Abstract
Context
As high school female athletes demonstrate a rate of noncontact anterior cruciate ligament (ACL) injury 3–6 times higher than their male counterparts, research suggests that sagittal-plane hip strength plays a role in factors associated with ACL injuries.
Objective
To determine if gender or age affect hip-abductor strength in a functional standing position in young female and male athletes.
Design
Prospective cohort design.
Setting
Biomechanical laboratory.
Participants
Over a 3-y time period, 852 isokinetic hip-abduction evaluations were conducted on 351 (272 female, 79 male) adolescent soccer and basketball players.
Intervention
Before testing, athletes were secured in a standing position, facing the dynamometer head, with a strap secured from the uninvolved side and extending around the waist just above the iliac crest. The dynamometer head was positioned in line with the body in the coronal plane by aligning the axis of rotation of the dynamometer with the center of hip rotation. Subjects performed 5 maximum-effort repetitions at a speed of 120°/s. The peak torque was recorded and normalized to body mass. All test trials were conducted by a single tester to limit potential interrater test error.
Main Outcome Measure
Standing isokinetic hip-abduction torque.
Results
Hip-abduction torque increased in both males and females with age (P < .001) on both the dominant and nondominant sides. A significant interaction of gender and age was observed (P < .001), which indicated that males experienced greater increases in peak torque relative to body weight than did females as they matured.
Conclusions
Males exhibit a significant increase in normative hip-abduction strength, while females do not. Future study may determine if the absence of similar increased relative hip-abduction strength in adolescent females, as they age, may be related to their increased risk of ACL injury compared with males.

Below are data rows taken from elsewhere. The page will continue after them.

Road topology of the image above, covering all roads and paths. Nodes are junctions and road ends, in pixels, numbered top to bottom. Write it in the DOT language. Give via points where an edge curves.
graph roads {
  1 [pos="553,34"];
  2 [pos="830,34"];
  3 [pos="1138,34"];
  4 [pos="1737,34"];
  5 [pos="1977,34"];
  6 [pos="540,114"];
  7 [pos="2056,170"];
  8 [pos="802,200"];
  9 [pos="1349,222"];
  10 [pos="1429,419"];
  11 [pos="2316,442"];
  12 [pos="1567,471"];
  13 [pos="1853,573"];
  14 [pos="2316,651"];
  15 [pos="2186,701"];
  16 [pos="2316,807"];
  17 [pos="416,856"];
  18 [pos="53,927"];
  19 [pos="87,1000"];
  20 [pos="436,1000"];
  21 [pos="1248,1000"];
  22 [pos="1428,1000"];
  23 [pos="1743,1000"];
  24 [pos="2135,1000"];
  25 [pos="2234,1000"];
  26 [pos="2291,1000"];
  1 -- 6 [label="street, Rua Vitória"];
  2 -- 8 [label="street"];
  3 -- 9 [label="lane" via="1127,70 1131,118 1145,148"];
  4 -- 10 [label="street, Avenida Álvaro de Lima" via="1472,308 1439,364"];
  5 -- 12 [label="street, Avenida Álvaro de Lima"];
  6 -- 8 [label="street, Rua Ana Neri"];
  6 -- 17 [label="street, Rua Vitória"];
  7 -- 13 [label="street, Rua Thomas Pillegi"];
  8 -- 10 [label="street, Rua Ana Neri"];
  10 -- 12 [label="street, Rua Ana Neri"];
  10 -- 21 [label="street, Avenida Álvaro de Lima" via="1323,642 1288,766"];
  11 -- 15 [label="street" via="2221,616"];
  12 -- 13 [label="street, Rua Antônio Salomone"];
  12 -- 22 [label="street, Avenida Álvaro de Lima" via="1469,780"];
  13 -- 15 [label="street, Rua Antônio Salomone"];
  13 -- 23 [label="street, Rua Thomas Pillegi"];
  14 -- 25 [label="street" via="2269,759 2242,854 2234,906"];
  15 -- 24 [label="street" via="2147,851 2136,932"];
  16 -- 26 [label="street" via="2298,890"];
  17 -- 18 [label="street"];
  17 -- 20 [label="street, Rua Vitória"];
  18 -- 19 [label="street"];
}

Keywords: biomechanics, hip strength, ACL injury, knee valgus
High school female athletes demonstrate a rate of noncontact anterior cruciate ligament (ACL) injury 3–6 times higher than their male counterparts.1 Female athletes demonstrate increased measures of knee-valgus angles and torques when performing dynamic tasks associated with this increased risk of injury.2–5 These increased measures of dynamic lower extremity valgus increase the risk for ACL injury in adolescent female athletes.6 The major hip abductors (gluteus maximus, gluteus medius, and tensor fasciae latae) assist in controlling the varus–valgus position of the knee joint7–10 and the associated dynamic valgus alignments and torques. A recent analysis of 117 athletes demonstrated that hip-abduction strength was a significant predictor of initial contact and peak knee-valgus angles during a box-drop vertical-jump task.11 Cumulatively, these data indicate that deficits in relative hip-abduction strength may be partially correlated to increased frontal-plane movement of the knee and risk of knee injury in female athletes.

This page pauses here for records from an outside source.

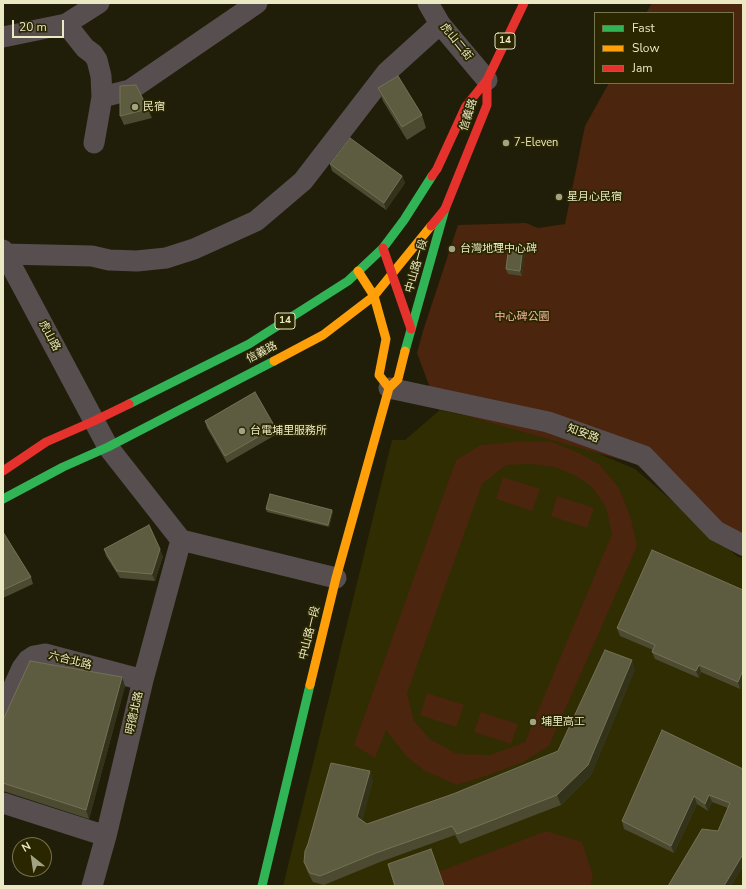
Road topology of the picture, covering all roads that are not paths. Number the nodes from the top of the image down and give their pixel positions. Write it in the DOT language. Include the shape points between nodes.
graph roads {
  1 [pos="99,3"];
  2 [pos="257,3"];
  3 [pos="428,3"];
  4 [pos="524,3"];
  5 [pos="66,24"];
  6 [pos="440,24"];
  7 [pos="3,37"];
  8 [pos="487,80"];
  9 [pos="102,97"];
  10 [pos="94,143"];
  11 [pos="445,209"];
  12 [pos="383,248"];
  13 [pos="4,253"];
  14 [pos="358,271"];
  15 [pos="393,273"];
  16 [pos="374,296"];
  17 [pos="411,329"];
  18 [pos="389,388"];
  19 [pos="94,421"];
  20 [pos="108,446"];
  21 [pos="3,471"];
  22 [pos="3,499"];
  23 [pos="181,540"];
  24 [pos="743,545"];
  25 [pos="336,578"];
  26 [pos="143,680"];
  27 [pos="3,710"];
  28 [pos="3,803"];
  29 [pos="106,836"];
  30 [pos="92,886"];
  31 [pos="262,886"];
  1 -- 5 [label="street"];
  2 -- 9 [label="street" via="130,90"];
  3 -- 6 [label="street, 虎山二街"];
  4 -- 8 [label="main road, 14"];
  5 -- 7 [label="street"];
  5 -- 9 [label="street" via="98,60"];
  6 -- 8 [label="street, 虎山二街"];
  6 -- 13 [label="street" via="387,72 303,181 256,221 194,249 166,258 137,261 109,260 92,256"];
  8 -- 11 [label="main road, 信義路 / 14" via="487,105"];
  8 -- 12 [label="main road, 信義路 / 14" via="466,106 437,168"];
  9 -- 10 [label="street"];
  11 -- 15 [label="main road, 信義路 / 14"];
  11 -- 17 [label="main road, 中山路一段"];
  12 -- 14 [label="main road, 信義路 / 14"];
  12 -- 15 [label="main road, 中山路一段"];
  13 -- 19 [label="street, 虎山路"];
  14 -- 16 [label="main road"];
  14 -- 19 [label="main road, 信義路 / 14" via="348,281 249,344"];
  15 -- 16 [label="main road, 信義路 / 14"];
  15 -- 17 [label="main road, 中山路一段"];
  16 -- 18 [label="main road" via="386,339 379,375"];
  16 -- 20 [label="main road, 信義路 / 14" via="323,335"];
  17 -- 18 [label="main road, 中山路一段" via="398,379"];
  18 -- 24 [label="street, 知安路" via="548,422 644,456 716,531"];
  18 -- 25 [label="main road, 中山路一段"];
  19 -- 20 [label="street"];
  19 -- 21 [label="main road, 信義路 / 14" via="46,442"];
  20 -- 22 [label="main road, 信義路 / 14"];
  20 -- 23 [label="street"];
  23 -- 25 [label="street"];
  23 -- 26 [label="street, 明德北路"];
  25 -- 31 [label="main road, 中山路一段"];
  26 -- 27 [label="street, 六合北路" via="45,654 34,656 22,668"];
  26 -- 29 [label="street, 明德北路"];
  28 -- 29 [label="street"];
  29 -- 30 [label="street, 明德北路"];
}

Hip strength is usually assessed with handheld isometric dynamometers or isokinetic dynamometers with the subject lying in non-weight-bearing positions (lying supine or on side).12–16 Cahalan et al17 examined isokinetic hip abduction in a standing position, but that study was not performed on the higher-risk athletic adolescent population. The assessment of hip strength with the previously mentioned techniques (side-lying or supine) may not be ideal for determining the relationship of hip strength to noncontact ACL injuries that occur during dynamic weight bearing. A limitation to isometric-dynamometer measurements is that hip-abduction torque is evaluated at a single discrete angle within the range of motion. In addition, static isometric torque measurements may not be as closely related to injury as dynamic strength measures, typically performed isokinetically at faster, more functional speeds.18 In addition, isokinetic testing in a lying position may not be the most relevant test, as it does not represent a functional position related to the demands of the athlete. Thus, assessment of dynamic hip strength in a position that more closely mimics a more functional position is warranted to better determine potential ACL injury risk factors that may be related to hip-abductor strength.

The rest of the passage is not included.